── Given data

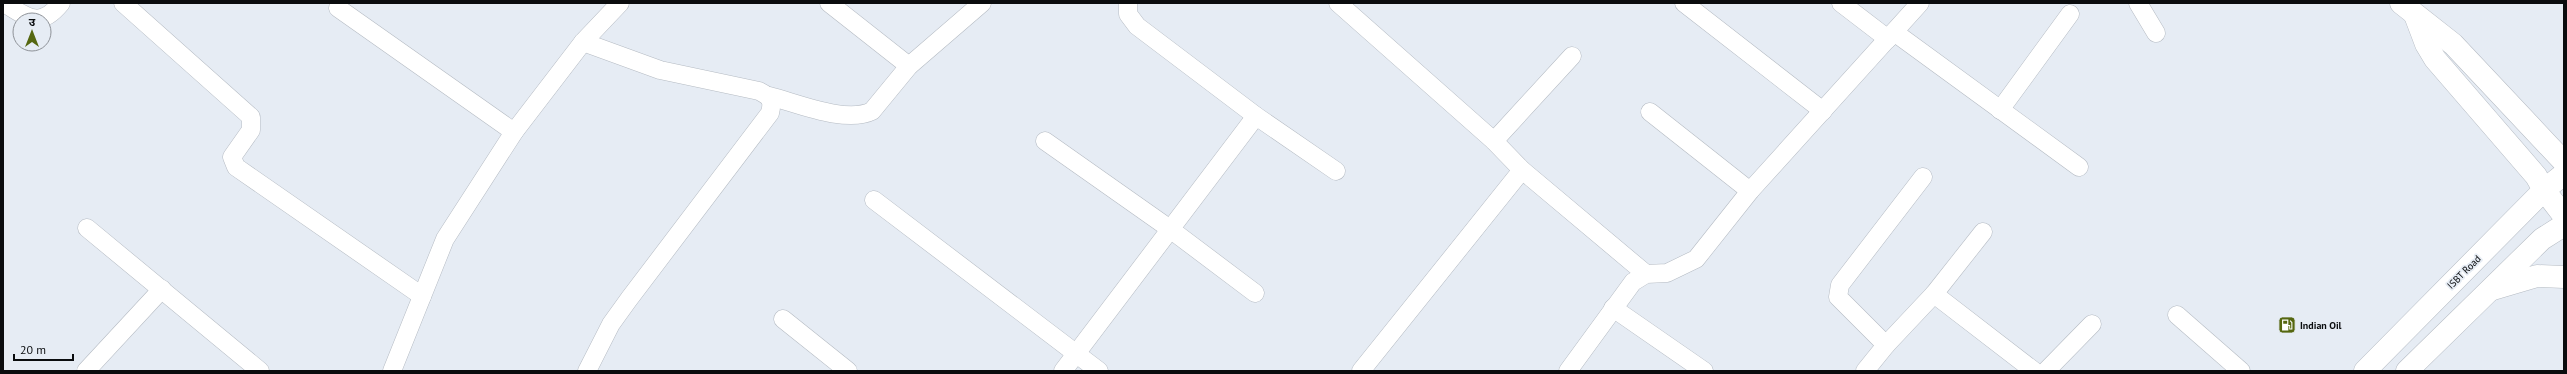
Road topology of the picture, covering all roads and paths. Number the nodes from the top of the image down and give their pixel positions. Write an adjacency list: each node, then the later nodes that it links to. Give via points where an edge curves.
1 (4, 3): 2 (street, via 29,19 48,17)
2 (61, 3)
3 (124, 3): 49 (street, via 251,117 251,130 232,157 236,167)
4 (620, 3): 18 (street)
5 (829, 3): 20 (street)
6 (982, 3): 20 (street)
7 (1128, 3): 25 (street, via 1128,14 1137,26)
8 (1338, 3): 28 (street)
9 (1684, 3): 23 (street)
10 (1841, 3): 17 (street)
11 (1920, 3): 17 (street)
12 (2138, 3): 16 (street)
13 (338, 8): 26 (street)
14 (2408, 9): 29 (main road, via 2453,44); 35 (main road, via 2435,59 2536,176)
15 (2070, 14): 22 (street)
16 (2156, 33)
17 (1891, 35): 22 (street); 23 (street)
18 (583, 42): 21 (street, via 660,70); 26 (street)
19 (1572, 56): 28 (street)
20 (909, 66): 21 (street, via 872,110 864,115 842,115)
21 (769, 96): 61 (street, via 772,103 770,114 611,324)
22 (2000, 110): 30 (street)
23 (1823, 111): 36 (street)
24 (1650, 112): 36 (street)
25 (1256, 116): 32 (street); 41 (street)
26 (514, 132): 49 (street, via 445,239)
27 (1045, 141): 41 (street)
28 (1494, 141): 31 (street)
29 (2564, 162)
30 (2079, 167)
31 (1522, 170): 43 (street); 65 (street)
32 (1336, 171)
33 (2564, 174): 35 (main road, ISBT Road)
34 (1923, 178): 54 (street, via 1840,285 1838,292 1842,303)
35 (2544, 190): 38 (main road); 71 (main road, ISBT Road)
36 (1750, 191): 43 (street, via 1696,259 1667,273)
37 (874, 200): 55 (street)
38 (2564, 216)
39 (2564, 225): 46 (main road, via 2542,240)
40 (87, 228): 45 (street)
41 (1170, 229): 47 (street); 55 (street)
42 (1982, 232): 48 (street)
43 (1646, 274): 50 (street, via 1633,282)
44 (2564, 277): 46 (main road, via 2537,276)
45 (162, 289): 58 (street); 59 (street)
46 (2490, 290): 57 (main road)
47 (1255, 293)
48 (1934, 294): 54 (street); 68 (street)
49 (422, 296): 60 (street)
50 (1613, 308): 56 (street); 66 (street)
51 (2177, 315): 70 (street)
52 (783, 319): 62 (street)
53 (2092, 324): 69 (street)
54 (1886, 346): 67 (street)
55 (1076, 353): 63 (street); 64 (street)
56 (1694, 368)
57 (2416, 368)
58 (86, 371)
59 (260, 371)
60 (392, 371)
61 (587, 371)
62 (848, 371)
63 (1063, 371)
64 (1099, 371)
65 (1361, 371)
66 (1568, 371)
67 (1865, 371)
68 (2034, 371)
69 (2046, 371)
70 (2241, 371)
71 (2366, 371)

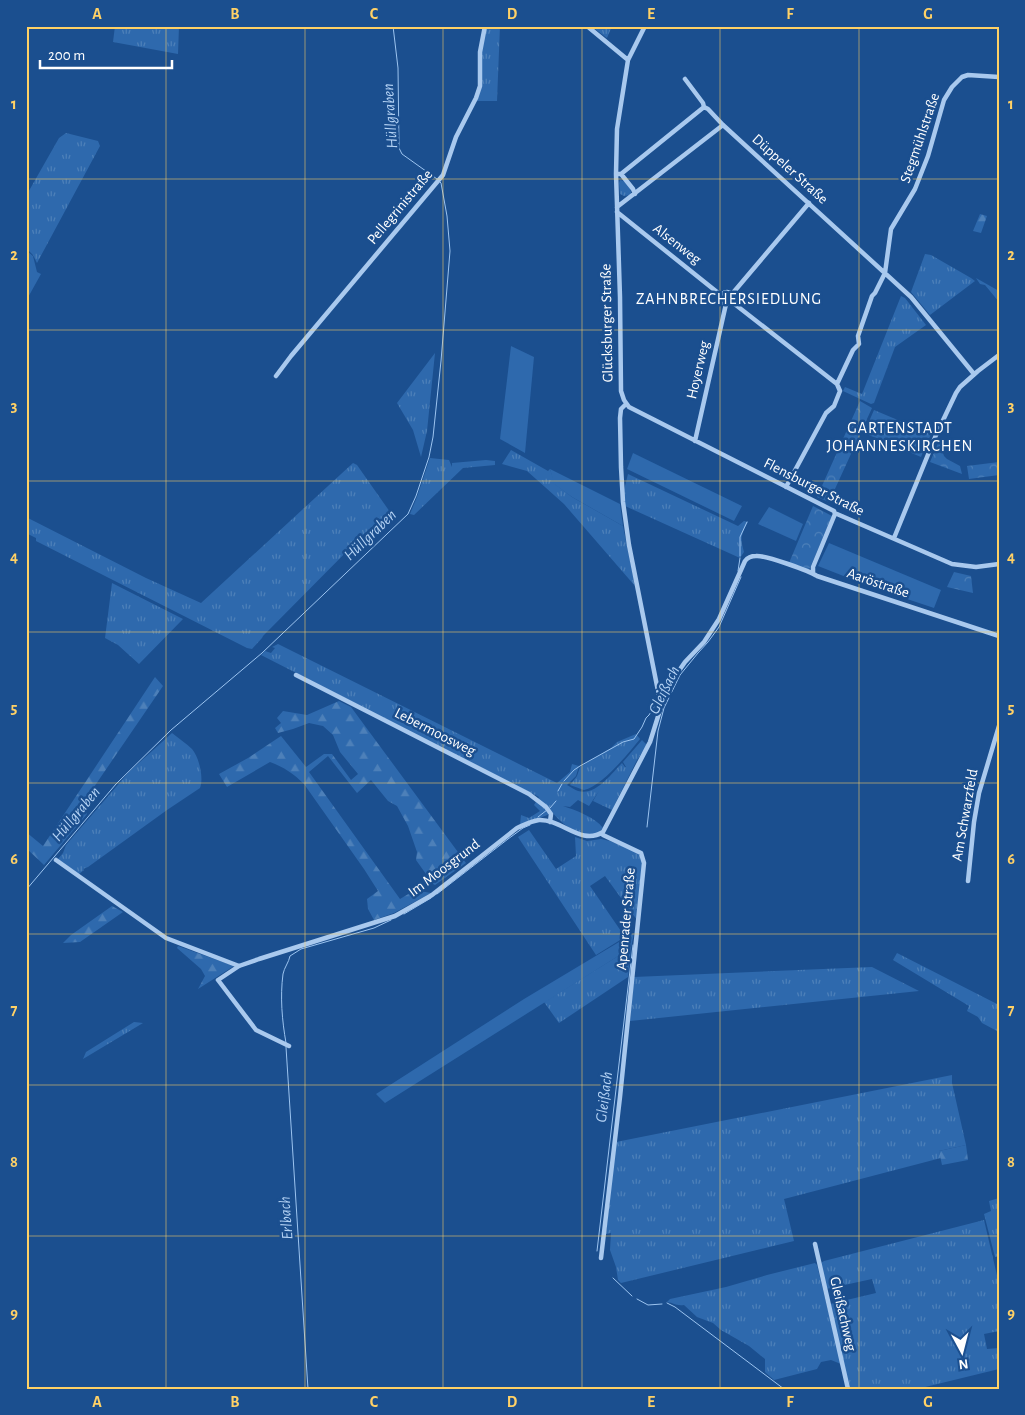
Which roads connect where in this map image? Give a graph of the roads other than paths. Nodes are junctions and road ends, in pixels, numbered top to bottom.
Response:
1 (485, 26) edge
2 (587, 26) edge
3 (645, 26) edge
4 (628, 60) junction
5 (999, 77) edge
6 (685, 79) dead end
7 (704, 106) junction
8 (723, 125) junction
9 (619, 174) junction
10 (635, 194) junction
11 (809, 203) junction
12 (617, 210) junction
13 (885, 273) junction
14 (732, 294) junction
15 (722, 296) junction
16 (732, 302) junction
17 (726, 304) junction
18 (999, 356) edge
19 (974, 374) junction
20 (276, 376) dead end
21 (837, 384) junction
22 (626, 404) junction
23 (695, 441) junction
24 (786, 487) junction
25 (835, 514) junction
26 (894, 538) junction
27 (999, 564) edge
28 (813, 572) junction
29 (999, 636) edge
30 (296, 675) dead end
31 (661, 707) junction
32 (999, 726) edge
33 (550, 822) junction
34 (601, 833) junction
35 (56, 860) dead end
36 (968, 881) dead end
37 (239, 966) junction
38 (289, 1046) dead end
39 (815, 1244) dead end
40 (601, 1258) dead end
41 (848, 1389) edge

1 - 20 street, Pellegrinistraße
2 - 4 street
3 - 4 street, Glücksburger Straße
4 - 9 street, Glücksburger Straße
5 - 13 street, Stegmühlstraße
6 - 7 street, Düppeler Straße
7 - 8 street, Düppeler Straße
7 - 9 street
8 - 10 street
8 - 11 street, Düppeler Straße
9 - 10 street
9 - 12 street, Glücksburger Straße
10 - 12 street
11 - 13 street, Düppeler Straße
11 - 14 street
12 - 15 street, Alsenweg
12 - 22 street, Glücksburger Straße
13 - 19 street, Düppeler Straße
13 - 21 street
14 - 15 street
14 - 16 street
15 - 17 street, Alsenweg
16 - 17 street
16 - 21 street
17 - 23 street, Hoyerweg
18 - 19 street
19 - 26 street
21 - 24 street
22 - 23 street, Flensburger Straße
22 - 31 street, Glücksburger Straße
23 - 24 street, Flensburger Straße
24 - 25 street, Flensburger Straße
25 - 26 street, Flensburger Straße
25 - 28 street
26 - 27 street, Flensburger Straße
28 - 29 street, Aaröstraße
28 - 31 street, Aaröstraße
30 - 33 street, Lebermoosweg
31 - 34 street
32 - 36 street, Am Schwarzfeld
33 - 34 street, Im Moosgrund
33 - 37 street, Im Moosgrund
34 - 40 street, Apenrader Straße
35 - 37 street
37 - 38 street, Im Moosgrund
39 - 41 street, Gleißachweg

────

Excluding images, return all of the records above word for word.

- Exercise response:
Road topology of the picture, covering all roads and paths. Number the nodes from the top of the image down and give their pixel positions. Write an adjacency list: each node, then the later nodes that it links to. Give via points where an edge curves.
1 (4, 3): 2 (street, via 29,19 48,17)
2 (61, 3)
3 (124, 3): 49 (street, via 251,117 251,130 232,157 236,167)
4 (620, 3): 18 (street)
5 (829, 3): 20 (street)
6 (982, 3): 20 (street)
7 (1128, 3): 25 (street, via 1128,14 1137,26)
8 (1338, 3): 28 (street)
9 (1684, 3): 23 (street)
10 (1841, 3): 17 (street)
11 (1920, 3): 17 (street)
12 (2138, 3): 16 (street)
13 (338, 8): 26 (street)
14 (2408, 9): 29 (main road, via 2453,44); 35 (main road, via 2435,59 2536,176)
15 (2070, 14): 22 (street)
16 (2156, 33)
17 (1891, 35): 22 (street); 23 (street)
18 (583, 42): 21 (street, via 660,70); 26 (street)
19 (1572, 56): 28 (street)
20 (909, 66): 21 (street, via 872,110 864,115 842,115)
21 (769, 96): 61 (street, via 772,103 770,114 611,324)
22 (2000, 110): 30 (street)
23 (1823, 111): 36 (street)
24 (1650, 112): 36 (street)
25 (1256, 116): 32 (street); 41 (street)
26 (514, 132): 49 (street, via 445,239)
27 (1045, 141): 41 (street)
28 (1494, 141): 31 (street)
29 (2564, 162)
30 (2079, 167)
31 (1522, 170): 43 (street); 65 (street)
32 (1336, 171)
33 (2564, 174): 35 (main road, ISBT Road)
34 (1923, 178): 54 (street, via 1840,285 1838,292 1842,303)
35 (2544, 190): 38 (main road); 71 (main road, ISBT Road)
36 (1750, 191): 43 (street, via 1696,259 1667,273)
37 (874, 200): 55 (street)
38 (2564, 216)
39 (2564, 225): 46 (main road, via 2542,240)
40 (87, 228): 45 (street)
41 (1170, 229): 47 (street); 55 (street)
42 (1982, 232): 48 (street)
43 (1646, 274): 50 (street, via 1633,282)
44 (2564, 277): 46 (main road, via 2537,276)
45 (162, 289): 58 (street); 59 (street)
46 (2490, 290): 57 (main road)
47 (1255, 293)
48 (1934, 294): 54 (street); 68 (street)
49 (422, 296): 60 (street)
50 (1613, 308): 56 (street); 66 (street)
51 (2177, 315): 70 (street)
52 (783, 319): 62 (street)
53 (2092, 324): 69 (street)
54 (1886, 346): 67 (street)
55 (1076, 353): 63 (street); 64 (street)
56 (1694, 368)
57 (2416, 368)
58 (86, 371)
59 (260, 371)
60 (392, 371)
61 (587, 371)
62 (848, 371)
63 (1063, 371)
64 (1099, 371)
65 (1361, 371)
66 (1568, 371)
67 (1865, 371)
68 (2034, 371)
69 (2046, 371)
70 (2241, 371)
71 (2366, 371)

Which roads connect where in this map image? Give a graph of the roads other than paths. Nodes are junctions and road ends, in pixels, numbered top to bottom.
Response:
1 (485, 26) edge
2 (587, 26) edge
3 (645, 26) edge
4 (628, 60) junction
5 (999, 77) edge
6 (685, 79) dead end
7 (704, 106) junction
8 (723, 125) junction
9 (619, 174) junction
10 (635, 194) junction
11 (809, 203) junction
12 (617, 210) junction
13 (885, 273) junction
14 (732, 294) junction
15 (722, 296) junction
16 (732, 302) junction
17 (726, 304) junction
18 (999, 356) edge
19 (974, 374) junction
20 (276, 376) dead end
21 (837, 384) junction
22 (626, 404) junction
23 (695, 441) junction
24 (786, 487) junction
25 (835, 514) junction
26 (894, 538) junction
27 (999, 564) edge
28 (813, 572) junction
29 (999, 636) edge
30 (296, 675) dead end
31 (661, 707) junction
32 (999, 726) edge
33 (550, 822) junction
34 (601, 833) junction
35 (56, 860) dead end
36 (968, 881) dead end
37 (239, 966) junction
38 (289, 1046) dead end
39 (815, 1244) dead end
40 (601, 1258) dead end
41 (848, 1389) edge

1 - 20 street, Pellegrinistraße
2 - 4 street
3 - 4 street, Glücksburger Straße
4 - 9 street, Glücksburger Straße
5 - 13 street, Stegmühlstraße
6 - 7 street, Düppeler Straße
7 - 8 street, Düppeler Straße
7 - 9 street
8 - 10 street
8 - 11 street, Düppeler Straße
9 - 10 street
9 - 12 street, Glücksburger Straße
10 - 12 street
11 - 13 street, Düppeler Straße
11 - 14 street
12 - 15 street, Alsenweg
12 - 22 street, Glücksburger Straße
13 - 19 street, Düppeler Straße
13 - 21 street
14 - 15 street
14 - 16 street
15 - 17 street, Alsenweg
16 - 17 street
16 - 21 street
17 - 23 street, Hoyerweg
18 - 19 street
19 - 26 street
21 - 24 street
22 - 23 street, Flensburger Straße
22 - 31 street, Glücksburger Straße
23 - 24 street, Flensburger Straße
24 - 25 street, Flensburger Straße
25 - 26 street, Flensburger Straße
25 - 28 street
26 - 27 street, Flensburger Straße
28 - 29 street, Aaröstraße
28 - 31 street, Aaröstraße
30 - 33 street, Lebermoosweg
31 - 34 street
32 - 36 street, Am Schwarzfeld
33 - 34 street, Im Moosgrund
33 - 37 street, Im Moosgrund
34 - 40 street, Apenrader Straße
35 - 37 street
37 - 38 street, Im Moosgrund
39 - 41 street, Gleißachweg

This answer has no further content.